- Pitcher
- Born: June 13, 1972 (age 53) San Bernardino, California, U.S.
- Batted: LeftThrew: Left

Professional debut
- MLB: September 10, 1995, for the Atlanta Braves
- NPB: May 24, 1998, for the Hanshin Tigers

Last appearance
- NPB: September 26, 2001, for the Hanshin Tigers
- MLB: July 15, 2005, for the New York Yankees

MLB statistics
- Win–loss record: 26–43
- Earned run average: 5.16
- Strikeouts: 414

NPB statistics
- Win–loss record: 32–31
- Earned run average: 3.67
- Strikeouts: 540
- Stats at Baseball Reference

Teams
- Atlanta Braves (1995); Pittsburgh Pirates (1996); California / Anaheim Angels (1996–1997); Hanshin Tigers (1998–1999); Yomiuri Giants (2000–2001); Kansas City Royals (2002–2004); San Diego Padres (2005); New York Yankees (2005);

= Darrell May =

American baseball player (born 1972)

Darrell Kevin May (born June 13, 1972) is an American former professional baseball starting pitcher.

==Career==
May's professional baseball career began when the Atlanta Braves drafted him in the 46th round of the 1992 Major League Baseball draft.

May spent parts of three seasons in the Major Leagues with the Braves, Pirates, and Angels, before being sold to the Hanshin Tigers of Japan's Central League in 1998.

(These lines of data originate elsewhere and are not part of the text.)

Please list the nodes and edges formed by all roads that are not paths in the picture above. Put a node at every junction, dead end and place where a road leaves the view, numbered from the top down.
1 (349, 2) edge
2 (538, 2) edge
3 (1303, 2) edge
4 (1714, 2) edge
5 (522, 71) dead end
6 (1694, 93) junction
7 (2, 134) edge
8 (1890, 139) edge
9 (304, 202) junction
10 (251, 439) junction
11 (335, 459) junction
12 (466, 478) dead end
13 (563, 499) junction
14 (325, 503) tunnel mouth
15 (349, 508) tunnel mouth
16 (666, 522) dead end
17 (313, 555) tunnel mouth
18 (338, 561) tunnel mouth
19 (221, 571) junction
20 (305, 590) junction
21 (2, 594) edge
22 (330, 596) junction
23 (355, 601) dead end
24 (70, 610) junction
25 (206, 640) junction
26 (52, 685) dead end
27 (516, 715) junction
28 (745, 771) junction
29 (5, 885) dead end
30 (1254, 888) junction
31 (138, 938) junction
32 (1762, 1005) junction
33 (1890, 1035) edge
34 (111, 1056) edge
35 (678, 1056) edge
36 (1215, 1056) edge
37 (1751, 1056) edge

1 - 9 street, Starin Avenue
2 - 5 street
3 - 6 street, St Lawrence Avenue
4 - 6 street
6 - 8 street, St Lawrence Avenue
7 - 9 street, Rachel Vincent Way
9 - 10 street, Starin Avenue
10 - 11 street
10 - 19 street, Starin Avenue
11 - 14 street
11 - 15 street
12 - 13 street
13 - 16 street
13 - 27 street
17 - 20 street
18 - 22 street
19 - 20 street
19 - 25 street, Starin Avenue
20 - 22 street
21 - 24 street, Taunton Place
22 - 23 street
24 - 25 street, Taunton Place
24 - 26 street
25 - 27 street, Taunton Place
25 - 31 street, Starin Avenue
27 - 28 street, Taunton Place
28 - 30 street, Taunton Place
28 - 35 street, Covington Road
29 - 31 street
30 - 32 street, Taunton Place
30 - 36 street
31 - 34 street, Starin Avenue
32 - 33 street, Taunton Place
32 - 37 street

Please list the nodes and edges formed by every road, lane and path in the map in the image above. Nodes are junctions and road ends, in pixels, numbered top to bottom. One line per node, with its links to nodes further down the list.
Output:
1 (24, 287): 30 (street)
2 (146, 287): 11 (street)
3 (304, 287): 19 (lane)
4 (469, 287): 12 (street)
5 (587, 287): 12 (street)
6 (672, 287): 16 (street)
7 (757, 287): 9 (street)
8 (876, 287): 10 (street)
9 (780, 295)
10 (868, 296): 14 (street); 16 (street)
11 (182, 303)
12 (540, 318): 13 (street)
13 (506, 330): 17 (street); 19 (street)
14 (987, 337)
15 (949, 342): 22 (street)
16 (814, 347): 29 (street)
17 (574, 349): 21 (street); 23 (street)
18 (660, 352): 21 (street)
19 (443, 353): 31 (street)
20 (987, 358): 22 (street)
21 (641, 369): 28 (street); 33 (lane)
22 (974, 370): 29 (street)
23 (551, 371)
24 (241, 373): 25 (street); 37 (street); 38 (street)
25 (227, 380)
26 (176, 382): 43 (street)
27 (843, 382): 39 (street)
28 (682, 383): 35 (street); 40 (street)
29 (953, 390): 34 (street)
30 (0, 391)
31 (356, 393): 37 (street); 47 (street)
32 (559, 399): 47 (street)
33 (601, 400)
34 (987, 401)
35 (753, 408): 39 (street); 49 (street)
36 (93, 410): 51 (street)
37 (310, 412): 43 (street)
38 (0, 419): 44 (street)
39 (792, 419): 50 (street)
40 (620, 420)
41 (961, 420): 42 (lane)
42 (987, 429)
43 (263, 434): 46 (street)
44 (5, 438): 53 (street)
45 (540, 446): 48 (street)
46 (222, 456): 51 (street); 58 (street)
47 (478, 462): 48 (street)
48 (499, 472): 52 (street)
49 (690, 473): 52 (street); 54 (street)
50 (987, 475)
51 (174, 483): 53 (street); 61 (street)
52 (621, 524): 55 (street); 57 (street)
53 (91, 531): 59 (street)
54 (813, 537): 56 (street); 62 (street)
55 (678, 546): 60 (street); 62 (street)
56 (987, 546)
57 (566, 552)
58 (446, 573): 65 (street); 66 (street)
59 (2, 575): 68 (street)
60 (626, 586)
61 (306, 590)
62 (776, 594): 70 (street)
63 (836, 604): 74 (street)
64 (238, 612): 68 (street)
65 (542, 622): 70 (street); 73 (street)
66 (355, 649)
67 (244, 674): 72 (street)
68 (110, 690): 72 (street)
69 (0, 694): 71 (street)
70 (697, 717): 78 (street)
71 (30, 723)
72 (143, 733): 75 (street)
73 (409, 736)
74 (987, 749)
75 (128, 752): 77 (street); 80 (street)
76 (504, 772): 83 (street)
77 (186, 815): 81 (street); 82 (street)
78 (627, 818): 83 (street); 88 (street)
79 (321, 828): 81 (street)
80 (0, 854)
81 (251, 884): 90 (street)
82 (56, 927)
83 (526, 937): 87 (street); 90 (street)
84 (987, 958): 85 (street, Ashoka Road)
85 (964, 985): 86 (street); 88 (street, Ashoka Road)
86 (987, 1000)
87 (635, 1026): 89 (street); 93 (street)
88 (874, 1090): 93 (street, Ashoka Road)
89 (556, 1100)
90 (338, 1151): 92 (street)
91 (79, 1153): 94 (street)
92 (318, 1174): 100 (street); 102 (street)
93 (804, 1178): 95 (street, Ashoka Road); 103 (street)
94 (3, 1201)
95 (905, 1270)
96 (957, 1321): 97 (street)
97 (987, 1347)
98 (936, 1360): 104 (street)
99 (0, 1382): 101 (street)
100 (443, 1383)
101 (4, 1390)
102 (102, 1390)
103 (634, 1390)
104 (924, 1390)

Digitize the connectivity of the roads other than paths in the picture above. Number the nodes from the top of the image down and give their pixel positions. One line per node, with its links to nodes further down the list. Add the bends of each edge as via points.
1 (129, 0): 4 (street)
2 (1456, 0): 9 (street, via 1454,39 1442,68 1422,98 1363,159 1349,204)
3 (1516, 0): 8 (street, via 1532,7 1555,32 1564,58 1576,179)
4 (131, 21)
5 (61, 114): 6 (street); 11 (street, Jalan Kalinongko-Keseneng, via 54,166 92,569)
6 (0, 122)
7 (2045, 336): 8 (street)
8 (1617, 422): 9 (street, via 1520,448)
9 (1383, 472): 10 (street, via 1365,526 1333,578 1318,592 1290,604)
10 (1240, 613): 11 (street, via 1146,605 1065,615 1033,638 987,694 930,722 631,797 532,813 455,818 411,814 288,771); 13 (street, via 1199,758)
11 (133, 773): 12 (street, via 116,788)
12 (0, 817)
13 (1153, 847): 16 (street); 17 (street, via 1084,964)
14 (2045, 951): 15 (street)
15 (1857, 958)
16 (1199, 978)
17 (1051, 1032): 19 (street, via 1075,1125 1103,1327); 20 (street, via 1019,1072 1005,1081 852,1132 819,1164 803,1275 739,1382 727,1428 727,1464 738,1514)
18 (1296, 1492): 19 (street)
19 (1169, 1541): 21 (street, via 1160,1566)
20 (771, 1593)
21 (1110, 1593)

May spent four seasons in Japan, two each with the Hanshin Tigers and the Yomiuri Giants. In 2001, he had his best season with 12 wins and a 2.95 ERA, and finished third in MVP balloting. Royals' General Manager Allard Baird, on a scouting trip in September 2001, was impressed by May's performance and signed him to a 1-year contract.

May struggled in 2002, but the Royals re-signed him for 2003. May responded by going 10–8 with a 3.77 ERA and leading the team in wins, ERA, innings pitched, strikeouts, complete games and games started.

==Coaching career==
Darrel May currently coaches high school baseball.